## Try it
Restate the listing exactly.

---------------

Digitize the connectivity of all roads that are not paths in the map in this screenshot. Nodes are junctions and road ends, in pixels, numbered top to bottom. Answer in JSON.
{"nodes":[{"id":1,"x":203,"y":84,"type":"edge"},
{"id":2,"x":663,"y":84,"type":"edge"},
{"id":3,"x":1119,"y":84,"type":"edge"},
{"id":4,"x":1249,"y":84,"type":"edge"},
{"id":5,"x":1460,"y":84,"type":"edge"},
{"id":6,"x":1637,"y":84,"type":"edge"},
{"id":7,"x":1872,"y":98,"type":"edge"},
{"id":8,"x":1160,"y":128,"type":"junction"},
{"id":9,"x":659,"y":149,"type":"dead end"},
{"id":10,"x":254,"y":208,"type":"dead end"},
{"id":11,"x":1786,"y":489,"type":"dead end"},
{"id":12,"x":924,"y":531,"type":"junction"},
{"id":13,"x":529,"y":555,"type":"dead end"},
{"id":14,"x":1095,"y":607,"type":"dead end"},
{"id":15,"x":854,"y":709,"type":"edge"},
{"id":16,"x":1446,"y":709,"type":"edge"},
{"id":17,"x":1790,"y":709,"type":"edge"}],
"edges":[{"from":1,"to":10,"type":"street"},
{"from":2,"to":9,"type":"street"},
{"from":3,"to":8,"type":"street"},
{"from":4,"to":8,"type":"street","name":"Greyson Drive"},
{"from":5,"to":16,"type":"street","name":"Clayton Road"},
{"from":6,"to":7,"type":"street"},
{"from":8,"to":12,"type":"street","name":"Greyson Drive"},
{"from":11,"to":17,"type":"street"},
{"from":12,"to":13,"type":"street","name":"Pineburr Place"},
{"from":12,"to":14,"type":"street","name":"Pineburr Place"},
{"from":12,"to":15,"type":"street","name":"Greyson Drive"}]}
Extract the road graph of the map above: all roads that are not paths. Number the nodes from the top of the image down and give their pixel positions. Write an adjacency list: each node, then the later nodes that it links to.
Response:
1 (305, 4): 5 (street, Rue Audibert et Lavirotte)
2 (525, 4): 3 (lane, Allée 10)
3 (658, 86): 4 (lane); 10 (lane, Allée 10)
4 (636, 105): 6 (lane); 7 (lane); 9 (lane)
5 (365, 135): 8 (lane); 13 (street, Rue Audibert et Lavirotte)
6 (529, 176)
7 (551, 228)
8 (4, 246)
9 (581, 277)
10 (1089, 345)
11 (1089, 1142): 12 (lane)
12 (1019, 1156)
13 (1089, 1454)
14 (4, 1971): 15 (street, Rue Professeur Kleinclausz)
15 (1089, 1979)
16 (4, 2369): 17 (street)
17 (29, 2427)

---------------

## Response to the task
Digitize the connectivity of all roads that are not paths in the map in this screenshot. Nodes are junctions and road ends, in pixels, numbered top to bottom. Answer in JSON.
{"nodes":[{"id":1,"x":203,"y":84,"type":"edge"},
{"id":2,"x":663,"y":84,"type":"edge"},
{"id":3,"x":1119,"y":84,"type":"edge"},
{"id":4,"x":1249,"y":84,"type":"edge"},
{"id":5,"x":1460,"y":84,"type":"edge"},
{"id":6,"x":1637,"y":84,"type":"edge"},
{"id":7,"x":1872,"y":98,"type":"edge"},
{"id":8,"x":1160,"y":128,"type":"junction"},
{"id":9,"x":659,"y":149,"type":"dead end"},
{"id":10,"x":254,"y":208,"type":"dead end"},
{"id":11,"x":1786,"y":489,"type":"dead end"},
{"id":12,"x":924,"y":531,"type":"junction"},
{"id":13,"x":529,"y":555,"type":"dead end"},
{"id":14,"x":1095,"y":607,"type":"dead end"},
{"id":15,"x":854,"y":709,"type":"edge"},
{"id":16,"x":1446,"y":709,"type":"edge"},
{"id":17,"x":1790,"y":709,"type":"edge"}],
"edges":[{"from":1,"to":10,"type":"street"},
{"from":2,"to":9,"type":"street"},
{"from":3,"to":8,"type":"street"},
{"from":4,"to":8,"type":"street","name":"Greyson Drive"},
{"from":5,"to":16,"type":"street","name":"Clayton Road"},
{"from":6,"to":7,"type":"street"},
{"from":8,"to":12,"type":"street","name":"Greyson Drive"},
{"from":11,"to":17,"type":"street"},
{"from":12,"to":13,"type":"street","name":"Pineburr Place"},
{"from":12,"to":14,"type":"street","name":"Pineburr Place"},
{"from":12,"to":15,"type":"street","name":"Greyson Drive"}]}
Extract the road graph of the map above: all roads that are not paths. Number the nodes from the top of the image down and give their pixel positions. Write an adjacency list: each node, then the later nodes that it links to.
Response:
1 (305, 4): 5 (street, Rue Audibert et Lavirotte)
2 (525, 4): 3 (lane, Allée 10)
3 (658, 86): 4 (lane); 10 (lane, Allée 10)
4 (636, 105): 6 (lane); 7 (lane); 9 (lane)
5 (365, 135): 8 (lane); 13 (street, Rue Audibert et Lavirotte)
6 (529, 176)
7 (551, 228)
8 (4, 246)
9 (581, 277)
10 (1089, 345)
11 (1089, 1142): 12 (lane)
12 (1019, 1156)
13 (1089, 1454)
14 (4, 1971): 15 (street, Rue Professeur Kleinclausz)
15 (1089, 1979)
16 (4, 2369): 17 (street)
17 (29, 2427)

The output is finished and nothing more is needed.